* Directions *
Search the records for the word "PARQUE". Copy every line where it appears.

* Records shown *
+--

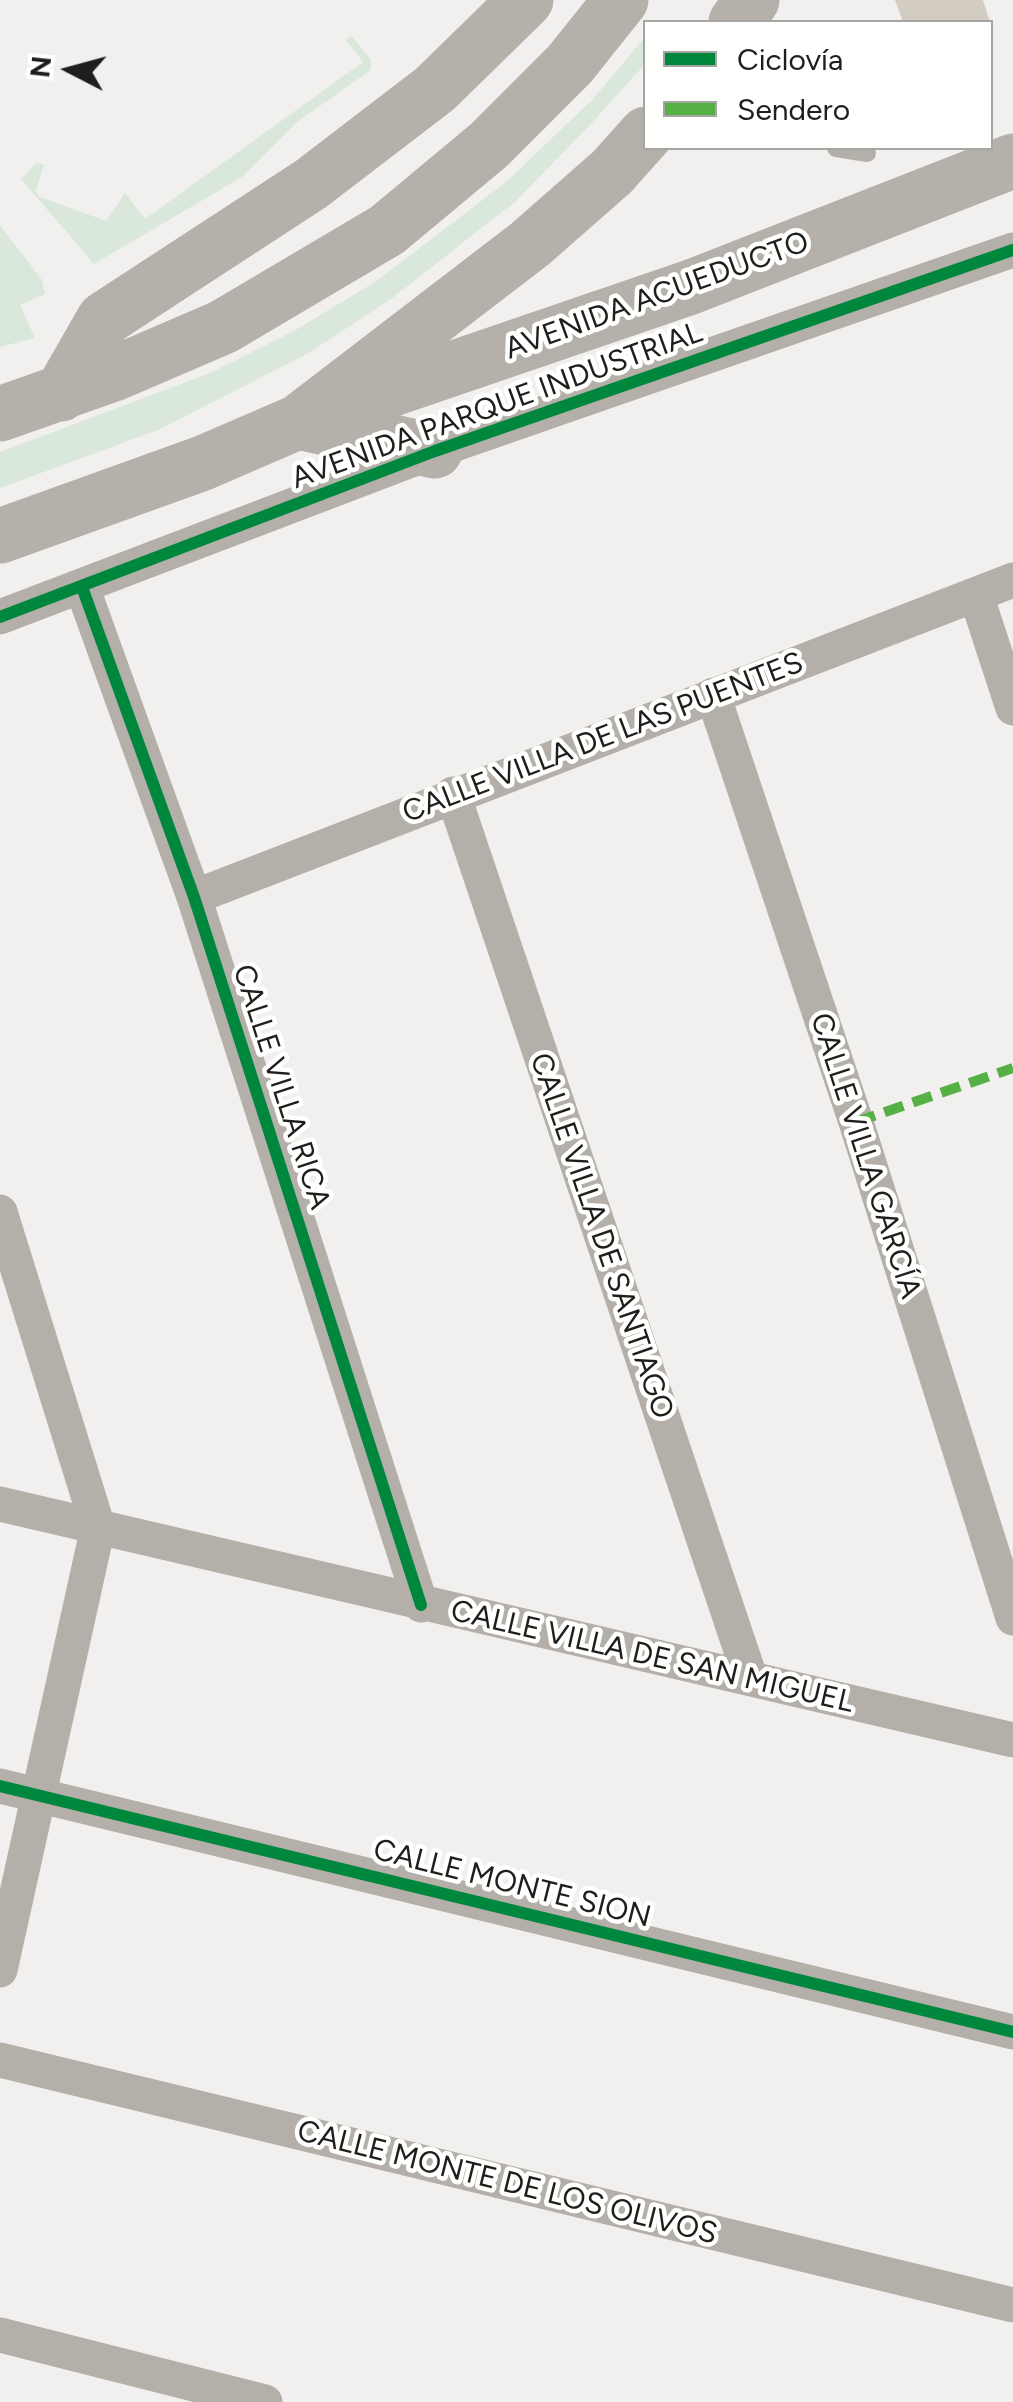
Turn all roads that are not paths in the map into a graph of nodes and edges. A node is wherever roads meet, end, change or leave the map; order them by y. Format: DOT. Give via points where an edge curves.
graph roads {
  1 [pos="526,0"];
  2 [pos="621,0"];
  3 [pos="643,137"];
  4 [pos="848,150"];
  5 [pos="866,153"];
  6 [pos="1013,162"];
  7 [pos="1013,250"];
  8 [pos="61,394"];
  9 [pos="0,414"];
  10 [pos="298,422"];
  11 [pos="435,451"];
  12 [pos="0,536"];
  13 [pos="1013,580"];
  14 [pos="82,587"];
  15 [pos="976,595"];
  16 [pos="0,617"];
  17 [pos="713,696"];
  18 [pos="1013,708"];
  19 [pos="453,794"];
  20 [pos="194,898"];
  21 [pos="0,1212"];
  22 [pos="0,1504"];
  23 [pos="98,1528"];
  24 [pos="420,1605"];
  25 [pos="1013,1618"];
  26 [pos="750,1677"];
  27 [pos="1013,1740"];
  28 [pos="0,1786"];
  29 [pos="42,1796"];
  30 [pos="0,1970"];
  31 [pos="1013,2032"];
  32 [pos="0,2060"];
  33 [pos="1013,2306"];
  34 [pos="0,2335"];
  35 [pos="265,2402"];
  1 -- 8 [label="main road" via="435,89 311,184 104,319"];
  2 -- 8 [label="main road" via="570,64 489,145 387,230 223,327"];
  3 -- 10 [label="main road" via="530,244"];
  4 -- 5 [label="lane"];
  6 -- 10 [label="main road, AVENIDA ACUEDUCTO" via="691,287"];
  7 -- 11 [label="street, AVENIDA PARQUE INDUSTRIAL"];
  8 -- 9 [label="main road"];
  10 -- 11 [label="main road"];
  10 -- 12 [label="main road"];
  11 -- 14 [label="street, AVENIDA PARQUE INDUSTRIAL"];
  13 -- 15 [label="street, CALLE VILLA DE LAS PUENTES"];
  14 -- 16 [label="street, AVENIDA PARQUE INDUSTRIAL"];
  14 -- 20 [label="street, CALLE VILLA RICA"];
  15 -- 17 [label="street, CALLE VILLA DE LAS PUENTES"];
  15 -- 18 [label="street"];
  17 -- 19 [label="street, CALLE VILLA DE LAS PUENTES"];
  17 -- 25 [label="street, CALLE VILLA GARCÍA"];
  19 -- 20 [label="street, CALLE VILLA DE LAS PUENTES"];
  19 -- 26 [label="street, CALLE VILLA DE SANTIAGO"];
  20 -- 24 [label="street, CALLE VILLA RICA"];
  21 -- 23 [label="street"];
  22 -- 23 [label="street, CALLE VILLA DE SAN MIGUEL"];
  23 -- 24 [label="street, CALLE VILLA DE SAN MIGUEL"];
  23 -- 29 [label="street"];
  24 -- 26 [label="street, CALLE VILLA DE SAN MIGUEL"];
  26 -- 27 [label="street, CALLE VILLA DE SAN MIGUEL"];
  28 -- 29 [label="street, CALLE MONTE SION"];
  29 -- 30 [label="street"];
  29 -- 31 [label="street, CALLE MONTE SION"];
  32 -- 33 [label="street, CALLE MONTE DE LOS OLIVOS"];
  34 -- 35 [label="street"];
}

+--

* Response below *
  7 -- 11 [label="street, AVENIDA PARQUE INDUSTRIAL"];
  11 -- 14 [label="street, AVENIDA PARQUE INDUSTRIAL"];
  14 -- 16 [label="street, AVENIDA PARQUE INDUSTRIAL"];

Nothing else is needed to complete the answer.